DIRECTIONS FOR THIS TASK: Skip the pictures and repeat each line of the data exactly.

+===+

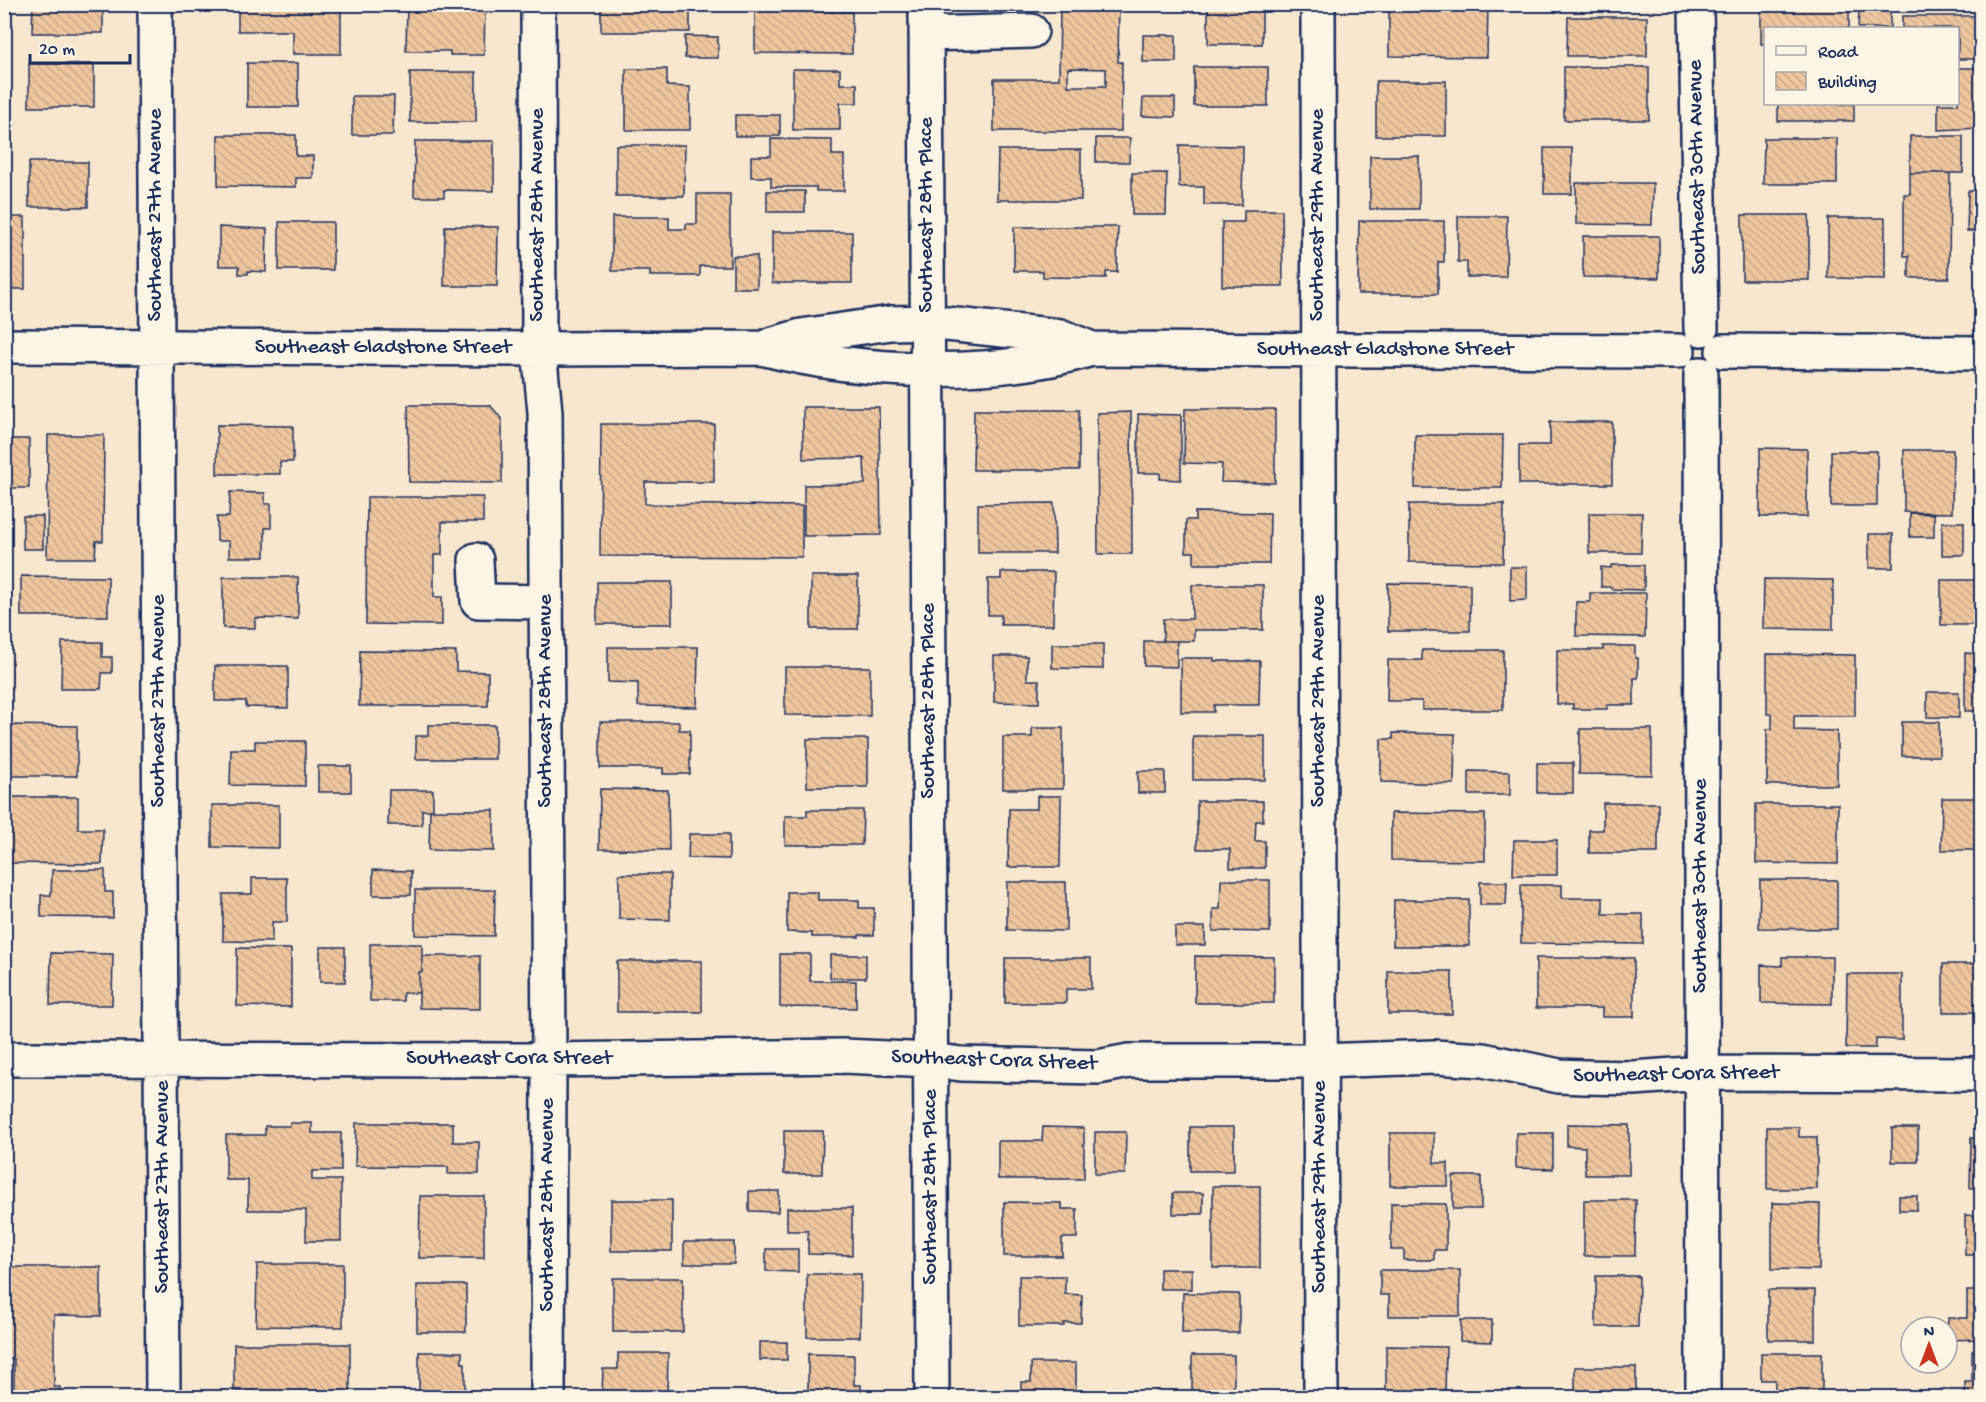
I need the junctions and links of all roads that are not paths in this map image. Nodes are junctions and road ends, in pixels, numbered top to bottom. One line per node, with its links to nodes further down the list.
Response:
1 (155, 4): 9 (street, Southeast 27th Avenue)
2 (538, 4): 11 (street, Southeast 28th Avenue)
3 (1318, 4): 13 (street, Southeast 29th Avenue)
4 (1696, 4): 14 (street, Southeast 30th Avenue)
5 (926, 20): 6 (street); 7 (street, Southeast 28th Place)
6 (1031, 31)
7 (927, 322): 10 (street, Southeast Gladstone Street); 12 (street, Southeast Gladstone Street); 16 (street, Southeast 28th Place)
8 (4, 346): 9 (street, Southeast Gladstone Street)
9 (156, 347): 11 (street, Southeast Gladstone Street); 20 (street, Southeast 27th Avenue)
10 (762, 348): 11 (street, Southeast Gladstone Street); 16 (street, Southeast Gladstone Street)
11 (539, 349): 18 (street, Southeast 28th Avenue)
12 (1092, 349): 13 (street, Southeast Gladstone Street); 16 (street, Southeast Gladstone Street)
13 (1318, 349): 14 (street, Southeast Gladstone Street); 23 (street, Southeast 29th Avenue)
14 (1701, 351): 15 (street, Southeast Gladstone Street); 24 (street, Southeast 30th Avenue)
15 (1982, 353)
16 (927, 369): 21 (street, Southeast 28th Place)
17 (476, 560): 18 (street)
18 (546, 602): 22 (street, Southeast 28th Avenue)
19 (4, 1059): 20 (street, Southeast Cora Street)
20 (162, 1059): 22 (street, Southeast Cora Street); 26 (street, Southeast 27th Avenue)
21 (931, 1059): 22 (street, Southeast Cora Street); 23 (street, Southeast Cora Street); 28 (street, Southeast 28th Place)
22 (549, 1060): 27 (street, Southeast 28th Avenue)
23 (1320, 1061): 24 (street, Southeast Cora Street); 29 (street, Southeast 29th Avenue)
24 (1702, 1073): 25 (street, Southeast Cora Street); 30 (street, Southeast 30th Avenue)
25 (1982, 1074)
26 (163, 1398)
27 (548, 1398)
28 (932, 1398)
29 (1321, 1398)
30 (1703, 1398)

+===+

WRITTEN SOLUTION:
I need the junctions and links of all roads that are not paths in this map image. Nodes are junctions and road ends, in pixels, numbered top to bottom. One line per node, with its links to nodes further down the list.
Response:
1 (155, 4): 9 (street, Southeast 27th Avenue)
2 (538, 4): 11 (street, Southeast 28th Avenue)
3 (1318, 4): 13 (street, Southeast 29th Avenue)
4 (1696, 4): 14 (street, Southeast 30th Avenue)
5 (926, 20): 6 (street); 7 (street, Southeast 28th Place)
6 (1031, 31)
7 (927, 322): 10 (street, Southeast Gladstone Street); 12 (street, Southeast Gladstone Street); 16 (street, Southeast 28th Place)
8 (4, 346): 9 (street, Southeast Gladstone Street)
9 (156, 347): 11 (street, Southeast Gladstone Street); 20 (street, Southeast 27th Avenue)
10 (762, 348): 11 (street, Southeast Gladstone Street); 16 (street, Southeast Gladstone Street)
11 (539, 349): 18 (street, Southeast 28th Avenue)
12 (1092, 349): 13 (street, Southeast Gladstone Street); 16 (street, Southeast Gladstone Street)
13 (1318, 349): 14 (street, Southeast Gladstone Street); 23 (street, Southeast 29th Avenue)
14 (1701, 351): 15 (street, Southeast Gladstone Street); 24 (street, Southeast 30th Avenue)
15 (1982, 353)
16 (927, 369): 21 (street, Southeast 28th Place)
17 (476, 560): 18 (street)
18 (546, 602): 22 (street, Southeast 28th Avenue)
19 (4, 1059): 20 (street, Southeast Cora Street)
20 (162, 1059): 22 (street, Southeast Cora Street); 26 (street, Southeast 27th Avenue)
21 (931, 1059): 22 (street, Southeast Cora Street); 23 (street, Southeast Cora Street); 28 (street, Southeast 28th Place)
22 (549, 1060): 27 (street, Southeast 28th Avenue)
23 (1320, 1061): 24 (street, Southeast Cora Street); 29 (street, Southeast 29th Avenue)
24 (1702, 1073): 25 (street, Southeast Cora Street); 30 (street, Southeast 30th Avenue)
25 (1982, 1074)
26 (163, 1398)
27 (548, 1398)
28 (932, 1398)
29 (1321, 1398)
30 (1703, 1398)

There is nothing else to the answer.